Sensory input is crucial to human existence, providing us with the information we need to understand and navigate our world. Our reliance on our senses is reflected by the structure of our society; different colors (sight) tell us whether it’s safe to cross a street, high-pitched ambulance sounds (hearing) warn us to get out of the way. While we all have slight variations in how our senses function - some, for example, need glasses to see - it is clear that these inputs are crucial to our being. But can the limits of our senses prevent our minds from attaining greater knowledge?

We can only see light in the visible spectrum and hear a narrow band of pitches. Since sensory input is imperative to our understanding of the world, this poses the question as to whether the limitation of our senses restricts us from having a fuller understanding of the universe. By using machine learning techniques to model how input leads to understanding, I will demonstrate that not only does this limit exist, but that it poses a threat to human progress.

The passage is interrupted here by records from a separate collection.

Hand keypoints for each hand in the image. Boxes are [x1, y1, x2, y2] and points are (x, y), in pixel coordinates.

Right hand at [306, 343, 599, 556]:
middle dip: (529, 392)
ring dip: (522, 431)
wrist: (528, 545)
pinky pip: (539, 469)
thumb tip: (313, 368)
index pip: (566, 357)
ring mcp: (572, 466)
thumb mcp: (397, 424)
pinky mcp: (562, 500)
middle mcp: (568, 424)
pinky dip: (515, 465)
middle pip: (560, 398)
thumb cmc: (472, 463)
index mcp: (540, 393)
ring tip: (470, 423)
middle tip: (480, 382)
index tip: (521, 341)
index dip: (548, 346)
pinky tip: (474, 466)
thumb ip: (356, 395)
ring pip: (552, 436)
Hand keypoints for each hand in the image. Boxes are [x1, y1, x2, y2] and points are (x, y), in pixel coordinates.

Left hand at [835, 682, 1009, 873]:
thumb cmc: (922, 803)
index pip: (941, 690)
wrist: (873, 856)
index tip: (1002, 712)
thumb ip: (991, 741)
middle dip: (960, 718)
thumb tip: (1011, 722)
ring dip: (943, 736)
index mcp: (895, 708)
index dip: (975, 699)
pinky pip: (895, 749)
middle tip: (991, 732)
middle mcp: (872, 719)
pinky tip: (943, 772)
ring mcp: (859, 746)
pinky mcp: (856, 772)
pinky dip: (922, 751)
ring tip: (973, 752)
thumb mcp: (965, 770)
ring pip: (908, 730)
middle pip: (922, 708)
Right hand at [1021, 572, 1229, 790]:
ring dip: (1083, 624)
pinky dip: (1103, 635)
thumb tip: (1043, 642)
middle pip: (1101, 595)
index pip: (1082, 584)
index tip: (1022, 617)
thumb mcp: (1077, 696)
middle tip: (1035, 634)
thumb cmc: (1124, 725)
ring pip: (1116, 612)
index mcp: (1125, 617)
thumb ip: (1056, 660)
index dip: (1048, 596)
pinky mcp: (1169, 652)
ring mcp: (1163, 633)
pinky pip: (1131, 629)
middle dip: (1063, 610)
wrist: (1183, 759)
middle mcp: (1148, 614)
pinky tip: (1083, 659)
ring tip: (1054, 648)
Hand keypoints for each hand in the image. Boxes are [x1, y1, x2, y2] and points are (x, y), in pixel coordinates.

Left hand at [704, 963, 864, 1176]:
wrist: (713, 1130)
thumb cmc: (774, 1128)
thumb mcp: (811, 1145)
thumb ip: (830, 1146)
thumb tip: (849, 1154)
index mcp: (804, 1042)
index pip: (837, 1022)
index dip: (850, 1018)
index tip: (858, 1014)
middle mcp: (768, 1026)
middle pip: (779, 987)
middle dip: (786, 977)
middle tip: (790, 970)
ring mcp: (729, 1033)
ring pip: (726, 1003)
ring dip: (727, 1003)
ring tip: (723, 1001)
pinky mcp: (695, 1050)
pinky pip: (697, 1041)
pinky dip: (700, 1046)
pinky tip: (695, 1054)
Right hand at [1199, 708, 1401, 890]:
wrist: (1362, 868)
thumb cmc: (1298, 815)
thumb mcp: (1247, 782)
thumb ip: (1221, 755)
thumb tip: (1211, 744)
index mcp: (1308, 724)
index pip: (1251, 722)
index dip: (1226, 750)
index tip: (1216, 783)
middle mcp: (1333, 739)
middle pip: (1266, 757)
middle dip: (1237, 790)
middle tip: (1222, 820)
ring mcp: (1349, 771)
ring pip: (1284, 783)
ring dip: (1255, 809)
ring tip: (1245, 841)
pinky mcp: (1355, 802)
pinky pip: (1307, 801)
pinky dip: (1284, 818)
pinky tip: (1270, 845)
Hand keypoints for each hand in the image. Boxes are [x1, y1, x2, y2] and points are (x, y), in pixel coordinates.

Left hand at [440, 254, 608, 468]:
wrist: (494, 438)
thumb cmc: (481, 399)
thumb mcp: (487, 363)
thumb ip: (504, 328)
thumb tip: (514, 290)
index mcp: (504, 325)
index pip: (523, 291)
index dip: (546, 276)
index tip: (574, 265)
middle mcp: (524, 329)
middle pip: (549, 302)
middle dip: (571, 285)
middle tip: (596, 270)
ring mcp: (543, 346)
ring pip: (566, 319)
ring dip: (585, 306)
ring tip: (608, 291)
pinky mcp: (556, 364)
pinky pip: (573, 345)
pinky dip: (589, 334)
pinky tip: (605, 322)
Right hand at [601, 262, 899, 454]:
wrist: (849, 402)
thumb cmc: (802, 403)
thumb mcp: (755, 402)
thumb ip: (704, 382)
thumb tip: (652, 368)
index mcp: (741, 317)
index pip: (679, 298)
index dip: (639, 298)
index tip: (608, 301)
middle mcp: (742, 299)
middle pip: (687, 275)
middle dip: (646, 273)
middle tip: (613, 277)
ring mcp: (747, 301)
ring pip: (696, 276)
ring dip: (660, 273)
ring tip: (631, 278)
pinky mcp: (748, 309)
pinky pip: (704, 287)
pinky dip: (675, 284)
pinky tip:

To begin, we break understanding into four components: input, processing, action, and learning. Input has to do with information gathering, which is done via our senses. Processing transforms this information into a model we use to take action on our surroundings. Finally, learning happens after the action performed is related to new information.

Without a way to process information, we wouldn’t be able to make sense of our environment, therefore restricting our navigation to random instinct, as seen in the example below:

This blue vessel has no senses yet. It is strictly mechanical and moves around the box by instinct as opposed to reason, which requires both input and processing. It is the precursor to an agent, which is a term used in economics, science, and technology to refer to an autonomous entity capable of making decisions. Neural networks are a popular tool to construct digital agents: information is fed into the network which outputs a decision. Think of a neural network as the agent’s brain which will do the processing. There is one other piece that needs to be connected: the inputs to the neural network. Below is a new agent with a narrow field of view (FOV) backed by a neural network:

The arc extruding from the agent shows what it can sense. The vision works much like our own, covering a direction and a distance. What the agent can see, however, means nothing if it does not have a way to understand the input. Setting goals is one way to learn from processed information. In the next examples, the agent will have the goal of collecting green dots and avoiding red ones. When you accomplish a goal, you get a reward. Instead of directly telling the agent what to do, let’s define reward as a mathematical function:

reward = # green dots collected - # red dots collected

The agent will work towards this goal by learning what combination of inputs and actions lead to higher reward. Reinforcement learning is a technique used to teach agents how to act in an environment. Agents learn how to achieve a maximum reward through a process of trial and error. This is similar to the game of Hot or Cold, where the goal is to find a hidden object. As you move around the hidden object, the hider tells you hot or cold depending on the action you take. Move towards the object, and you get a warmer reward. Move away from it, and you get a colder punishment. The input is the hider’s statement which you process, the action is the direction you move, and the change in temperature reward helps you learn.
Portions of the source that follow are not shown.